Los Juegos Olímpicos de París no solo atraen la atención mundial, sino que también despiertan una afección en aquellos que padecemos una enfermedad peculiar: la "parisitis". Es incurable, pero quienes la sufrimos no tenemos el menor interés en sanarnos, a pesar de ser una pandemia que afecta a muchos. Este evento también trae recuerdos.

Durante su tiempo como embajador (febrero de 1970 a noviembre de 1972) y tras recibir el Premio Nobel, Pablo Neruda decidió adquirir una propiedad en Normandía, en Condé-sur-Iton, departamento de Eure. Esta localidad, rodeada de bosques, colinas y caminos serpenteantes, se encontraba alejada de París y de las obligaciones que se redoblaron tras el galardón.

Su salud era frágil. Dos operaciones y un tratamiento de cobalto lo habían dejado debilitado, haciéndole difícil atender tantos compromisos y recibir a quienes deseaban verlo, a veces con insistencia. Neruda anhelaba recuperar energías.

El “castillo” de Neruda

Adquirió un antiguo “manoir” de tamaño mediano, en realidad un viejo molino hidráulico que había funcionado con aspas, movidas por una corriente cercana. Ahora, un cristal circular reemplazaba al molino, por donde el agua fluía suavemente. La edificación, de estilo normando, tenía un techo que recordaba un barco invertido, con vigas gruesas y dos pisos; el segundo, abierto al salón, permitía observarlo desde una baranda de madera.

Neruda decoró la casa al más puro estilo de sus residencias: muebles macizos, una mesa redonda, tapices, grabados, mascarones de proa, botellas, libros, y su famosa colección de caracolas. Junto al muro perimetral, instaló un bar decorado con un enorme caballo pintado de verde. Lo bautizó “La Manquel”, un nombre con sabor chileno.

Sin embargo, una feroz polémica estalló. Críticas de todos lados llovieron sobre él: lo llamaron comunista aburguesado, lo acusaron de despilfarrar el premio y de desatender su trabajo. La más punzante de todas: “se había comprado un castillo”. Incluso, algunos medios publicaron fotos de la supuesta propiedad. El canciller Clodomiro Almeyda desmintió todo tajantemente, pero la controversia no se apagaba.

Pablo está loco, ¿qué diré ahora?

Almeyda viajó a París para tratar temas de la deuda externa. Durante el fin de semana, Neruda lo invitó a almorzar en su “castillo”. Con una risa nerviosa, Almeyda comentó, “las bromas de Pablo”.

La comitiva partió hacia Condé-sur-Iton. Al llegar, se detuvieron frente a una gran reja de hierro. Un funcionario la abrió, y el auto del ministro avanzó por un largo camino ascendente flanqueado por árboles centenarios. Al fondo, se vislumbraba una imponente propiedad, con una torre almenada y amplias construcciones circundantes. Un castillo.

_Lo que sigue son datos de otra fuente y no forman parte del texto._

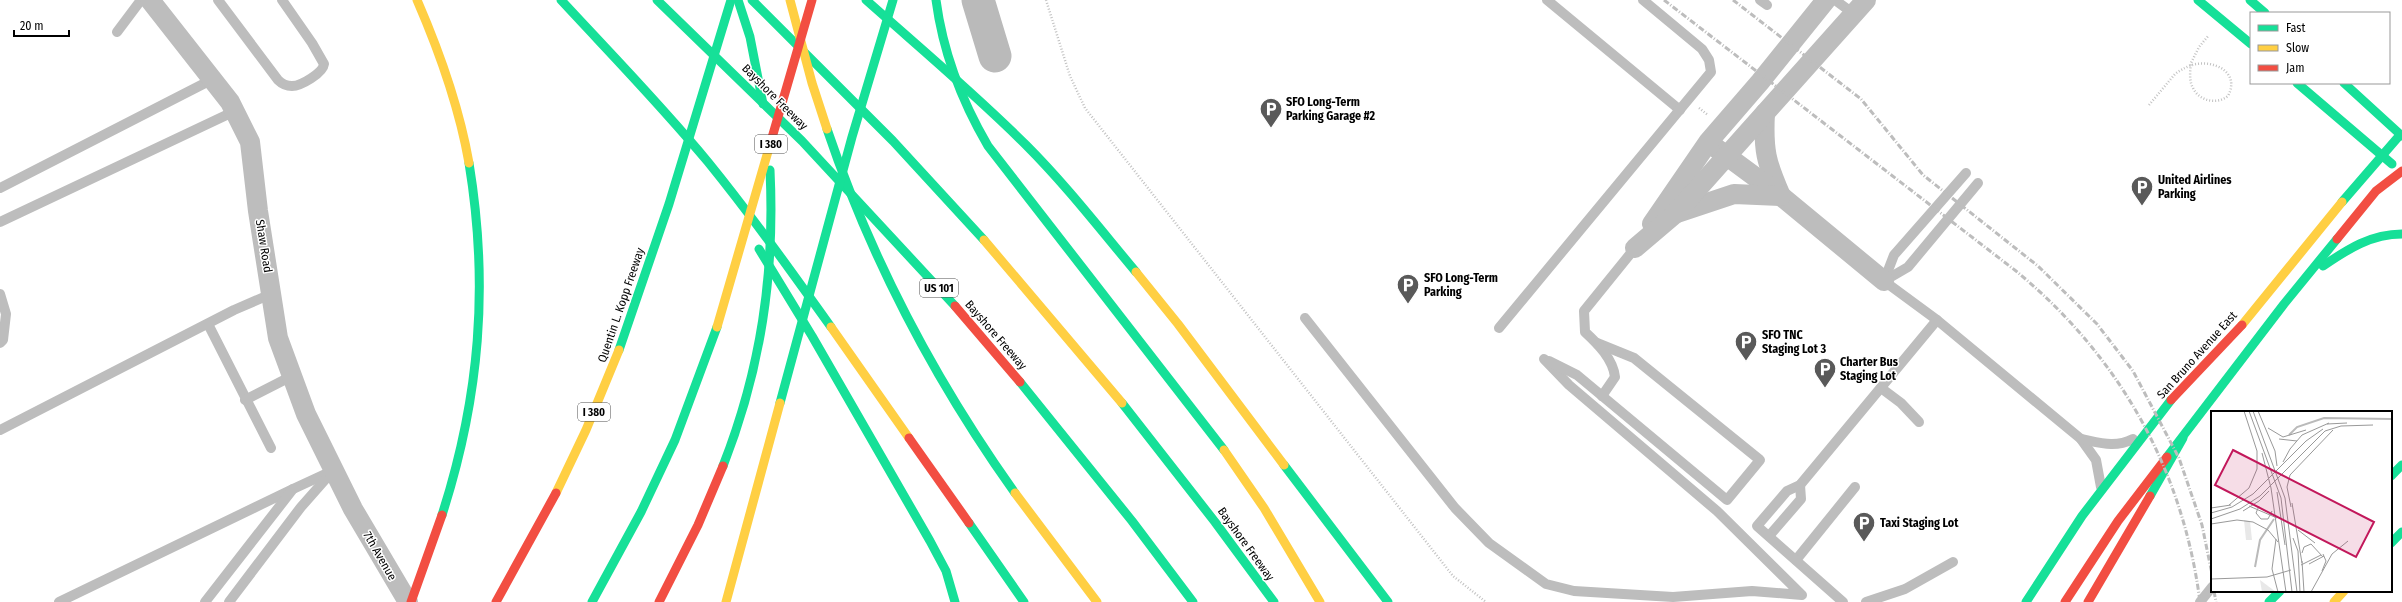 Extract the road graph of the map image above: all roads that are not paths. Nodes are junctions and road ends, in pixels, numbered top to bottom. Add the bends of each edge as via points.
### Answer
1 (141, 0) edge
2 (150, 0) edge
3 (218, 0) edge
4 (282, 0) edge
5 (417, 0) edge
6 (561, 0) edge
7 (657, 0) edge
8 (727, 0) edge
9 (731, 0) edge
10 (738, 0) edge
11 (752, 0) edge
12 (790, 0) edge
13 (812, 0) edge
14 (866, 0) edge
15 (893, 0) edge
16 (936, 0) edge
17 (1547, 0) edge
18 (1643, 0) edge
19 (1826, 0) edge
20 (1835, 0) edge
21 (2198, 0) edge
22 (2250, 0) edge
23 (1860, 7) edge
24 (2264, 12) edge
25 (116, 32) dead end
26 (2250, 43) edge
27 (623, 67) junction
28 (213, 79) junction
29 (706, 81) junction
30 (2298, 84) edge
31 (2345, 84) edge
32 (1680, 110) junction
33 (235, 111) junction
34 (1765, 113) junction
35 (2401, 135) edge
36 (1709, 141) junction
37 (2382, 154) junction
38 (1726, 157) junction
39 (2401, 172) edge
40 (1966, 173) dead end
41 (1978, 183) dead end
42 (714, 186) dead end
43 (0, 188) edge
44 (1781, 196) junction
45 (1675, 214) junction
46 (737, 217) dead end
47 (0, 222) edge
48 (2402, 234) edge
49 (1635, 248) junction
50 (2304, 279) junction
51 (1884, 281) junction
52 (0, 294) edge
53 (271, 294) junction
54 (1305, 318) dead end
55 (1937, 320) junction
56 (208, 324) junction
57 (1499, 328) dead end
58 (0, 343) edge
59 (1597, 343) junction
60 (292, 376) junction
61 (1881, 388) junction
62 (1602, 396) junction
63 (245, 400) junction
64 (1919, 422) dead end
65 (0, 430) edge
66 (2143, 435) junction
67 (2183, 438) junction
68 (2081, 439) junction
69 (271, 448) dead end
70 (334, 470) junction
71 (1800, 486) junction
72 (1855, 487) dead end
73 (2102, 488) junction
74 (293, 489) junction
75 (1316, 506) junction
76 (353, 508) joint
77 (2402, 532) edge
78 (1769, 536) junction
79 (2392, 542) edge
80 (1796, 560) junction
81 (1953, 562) dead end
82 (2211, 588) edge
83 (2279, 592) edge
84 (2343, 592) edge
85 (59, 602) edge
86 (205, 602) edge
87 (230, 602) edge
88 (408, 602) edge
89 (411, 602) edge
90 (496, 602) edge
91 (592, 602) edge
92 (659, 602) edge
93 (726, 602) edge
94 (955, 602) edge
95 (1024, 602) edge
96 (1097, 602) edge
97 (1192, 602) edge
98 (1274, 602) edge
99 (1320, 602) edge
100 (1388, 602) edge
101 (1397, 602) edge
102 (1843, 602) edge
103 (1866, 602) edge
104 (2026, 602) edge
105 (2065, 602) edge
106 (2088, 602) edge
107 (2200, 602) edge
108 (2269, 602) edge
109 (2334, 602) edge

1 - 25 lane
2 - 28 street, Shaw Road
3 - 4 lane via 278,80 290,86 319,72 324,64
5 - 89 main road via 436,46 463,135 473,187 479,241 477,351 470,407 456,473 435,542
6 - 27 main road
7 - 97 main road, Bayshore Freeway / US 101 via 803,142 922,268 1054,422
8 - 29 main road
9 - 29 main road, Quentin L. Kopp Freeway / I 380
10 - 92 main road via 750,36 770,159 770,280 746,405 705,513
11 - 98 main road, Bayshore Freeway via 882,129 1028,289 1154,443
12 - 96 main road via 816,92 838,157 872,243 920,343 952,399 1015,497
13 - 91 main road, I 380 via 730,288 675,440 641,512
14 - 75 main road via 973,94 1027,146 1079,203 1178,324
15 - 93 main road via 780,396
16 - 99 main road via 943,43 952,76 981,136 1001,166 1232,461 1264,508
17 - 32 lane
18 - 32 lane via 1702,49 1709,60 1711,72
19 - 36 street
20 - 23 lane
21 - 26 main road
22 - 24 main road
23 - 34 street
27 - 42 main road via 649,97
27 - 95 main road via 708,162 780,255
28 - 33 street, Shaw Road
28 - 43 lane
29 - 90 main road, Quentin L. Kopp Freeway / I 380 via 620,347 597,405 543,518
30 - 37 main road
31 - 35 main road
32 - 57 lane
33 - 47 lane
33 - 53 street, Shaw Road via 250,142
34 - 38 street
34 - 44 street via 1764,144 1769,170
35 - 37 main road, San Bruno Avenue East
36 - 38 street
36 - 49 street
37 - 39 main road
37 - 66 main road, San Bruno Avenue East via 2248,318 2189,380
38 - 44 street
38 - 45 street
39 - 50 main road via 2376,191
40 - 51 lane via 1894,255
41 - 51 lane via 1908,267
44 - 45 street via 1734,194
44 - 51 street
45 - 49 street
46 - 94 main road via 810,332 932,547 953,591
48 - 50 main road via 2365,240
49 - 59 lane via 1584,311 1585,332
50 - 67 main road
51 - 55 lane
52 - 58 lane via 6,314 3,340
53 - 56 lane
53 - 60 street, Shaw Road via 278,338
54 - 62 lane via 1455,508 1489,543 1546,584 1574,591 1673,597 1752,591 1802,595 1717,511 1569,385 1544,359 1577,375
55 - 61 lane
55 - 68 lane
56 - 63 lane
56 - 65 lane
59 - 62 lane via 1614,367 1615,377
59 - 62 lane via 1634,358 1760,460 1727,500
60 - 63 lane
60 - 70 street, Shaw Road via 306,414
61 - 64 lane via 1901,403
61 - 71 lane
63 - 69 lane
66 - 68 lane via 2121,445
66 - 73 main road, San Bruno Avenue East
67 - 105 main road via 2118,521
67 - 106 main road
68 - 73 lane via 2096,460
70 - 74 lane
70 - 76 street, Shaw Road
70 - 87 lane via 302,507
71 - 78 lane via 1801,499
71 - 78 lane via 1787,491 1757,526
72 - 80 lane
73 - 104 main road, San Bruno Avenue East via 2066,538
74 - 85 lane
74 - 86 lane
75 - 100 main road
75 - 101 main road
76 - 88 street, 7th Avenue
77 - 79 main road
78 - 80 lane
80 - 102 lane
81 - 103 lane via 1905,589
82 - 107 lane
83 - 108 main road
84 - 109 main road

Los acompañantes, Jorge Edwards y Fernando Belloni, su Jefe de Gabinete, miraban hacia otro lado. Al llegar a un portón inmenso, fui yo quien lo recibió, señalando: “el embajador lo espera”.

Almeyda subió pálido y desencajado los largos escalones:

– ¿Qué diré ahora? Pablo está loco, se compró un castillo. ¿Cómo lo explico? – murmuraba con voz trémula.

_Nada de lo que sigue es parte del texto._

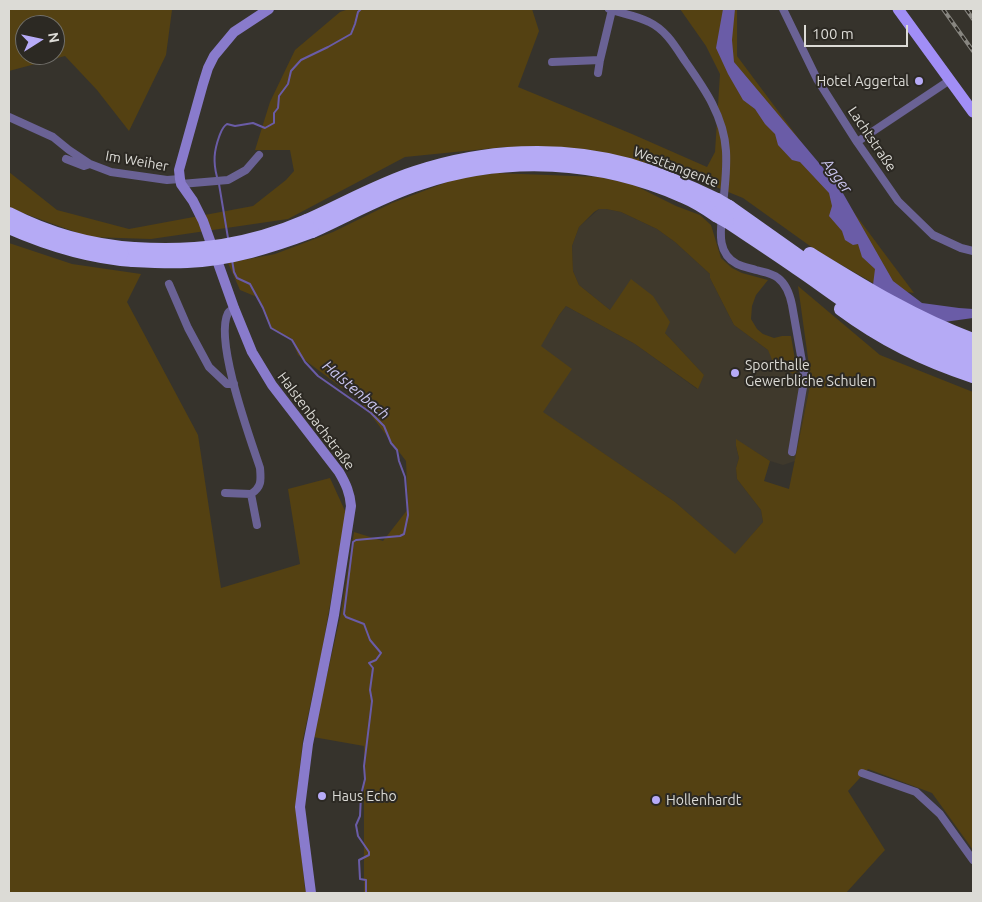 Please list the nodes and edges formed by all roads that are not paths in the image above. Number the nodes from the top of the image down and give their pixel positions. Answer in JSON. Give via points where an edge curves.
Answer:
{"nodes":[{"id":1,"x":269,"y":9,"type":"edge"},
{"id":2,"x":610,"y":9,"type":"edge"},
{"id":3,"x":783,"y":9,"type":"edge"},
{"id":4,"x":902,"y":14,"type":"edge"},
{"id":5,"x":600,"y":60,"type":"junction"},
{"id":6,"x":552,"y":62,"type":"dead end"},
{"id":7,"x":598,"y":73,"type":"dead end"},
{"id":8,"x":950,"y":80,"type":"junction"},
{"id":9,"x":973,"y":112,"type":"edge"},
{"id":10,"x":9,"y":117,"type":"edge"},
{"id":11,"x":857,"y":142,"type":"junction"},
{"id":12,"x":259,"y":155,"type":"dead end"},
{"id":13,"x":66,"y":159,"type":"dead end"},
{"id":14,"x":90,"y":164,"type":"junction"},
{"id":15,"x":180,"y":181,"type":"junction"},
{"id":16,"x":9,"y":214,"type":"edge"},
{"id":17,"x":310,"y":226,"type":"junction"},
{"id":18,"x":9,"y":227,"type":"edge"},
{"id":19,"x":763,"y":230,"type":"junction"},
{"id":20,"x":973,"y":251,"type":"edge"},
{"id":21,"x":134,"y":254,"type":"junction"},
{"id":22,"x":797,"y":268,"type":"junction"},
{"id":23,"x":169,"y":284,"type":"dead end"},
{"id":24,"x":234,"y":308,"type":"junction"},
{"id":25,"x":877,"y":315,"type":"junction"},
{"id":26,"x":973,"y":340,"type":"edge"},
{"id":27,"x":973,"y":353,"type":"edge"},
{"id":28,"x":973,"y":364,"type":"edge"},
{"id":29,"x":973,"y":376,"type":"edge"},
{"id":30,"x":234,"y":384,"type":"junction"},
{"id":31,"x":792,"y":452,"type":"dead end"},
{"id":32,"x":225,"y":493,"type":"dead end"},
{"id":33,"x":251,"y":494,"type":"junction"},
{"id":34,"x":257,"y":525,"type":"dead end"},
{"id":35,"x":862,"y":772,"type":"dead end"},
{"id":36,"x":973,"y":860,"type":"edge"},
{"id":37,"x":311,"y":893,"type":"edge"}],
"edges":[{"from":1,"to":15,"type":"street","via":[[234,32],[214,56],[179,170]]},
{"from":2,"to":5,"type":"street"},
{"from":2,"to":31,"type":"street","via":[[650,22],[668,36],[712,102],[720,121],[726,152],[720,234],[724,249],[737,264],[777,277],[787,289],[792,305],[804,373]]},
{"from":3,"to":11,"type":"street","name":"Lachtstraße","via":[[817,79]]},
{"from":4,"to":8,"type":"main road"},
{"from":5,"to":6,"type":"street"},
{"from":5,"to":7,"type":"street"},
{"from":8,"to":9,"type":"main road"},
{"from":8,"to":11,"type":"street"},
{"from":10,"to":14,"type":"street","name":"Im Weiher","via":[[52,137]]},
{"from":11,"to":20,"type":"street","name":"Lachtstraße","via":[[898,201],[933,235]]},
{"from":12,"to":15,"type":"street","name":"Im Weiher","via":[[246,170],[228,180]]},
{"from":13,"to":14,"type":"street","name":"Im Weiher","via":[[84,166]]},
{"from":14,"to":15,"type":"street","name":"Im Weiher","via":[[111,172]]},
{"from":15,"to":24,"type":"street","name":"Halstenbachstraße","via":[[203,221]]},
{"from":16,"to":21,"type":"highway","via":[[45,231]]},
{"from":17,"to":19,"type":"highway","name":"Westtangente","via":[[382,186],[415,173],[468,158],[553,154],[604,160],[655,173],[723,204]]},
{"from":17,"to":21,"type":"highway","bridge":true,"via":[[269,246],[215,258],[160,261]]},
{"from":17,"to":22,"type":"highway","name":"Westtangente","via":[[420,183],[469,170],[497,165],[556,164],[632,177],[685,197]]},
{"from":18,"to":21,"type":"highway","via":[[80,252],[105,257]]},
{"from":19,"to":25,"type":"highway","name":"Westtangente"},
{"from":19,"to":26,"type":"highway","via":[[781,236],[927,321]]},
{"from":22,"to":25,"type":"highway","name":"Westtangente","via":[[851,306]]},
{"from":22,"to":29,"type":"highway","via":[[830,301],[860,323],[908,350]]},
{"from":23,"to":30,"type":"street","via":[[209,367],[227,384]]},
{"from":24,"to":30,"type":"street","via":[[228,312],[225,326]]},
{"from":24,"to":37,"type":"street","name":"Halstenbachstraße","via":[[262,370],[339,472],[350,495],[334,615],[308,744],[300,807]]},
{"from":25,"to":27,"type":"highway","name":"Westtangente"},
{"from":25,"to":28,"type":"highway","name":"Westtangente","via":[[916,342]]},
{"from":30,"to":33,"type":"street","via":[[260,468],[261,481]]},
{"from":32,"to":33,"type":"street"},
{"from":33,"to":34,"type":"street"},
{"from":35,"to":36,"type":"street","via":[[916,792],[940,814]]}]}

Entonces apareció Neruda, lo tomó del brazo y le dijo: “vamos a almorzar”. En La Manquel, a muy poca distancia, solo después del aperitivo Almeyda pudo esbozar una sonrisa. Todo había sido un juego tramado por Neruda, con la complicidad del resto, y la autorización de la dueña del castillo, una millonaria norteamericana.

Neruda, aunque fuera por un instante, tuvo un castillo. Hoy, ese lugar existe y es una atracción turística.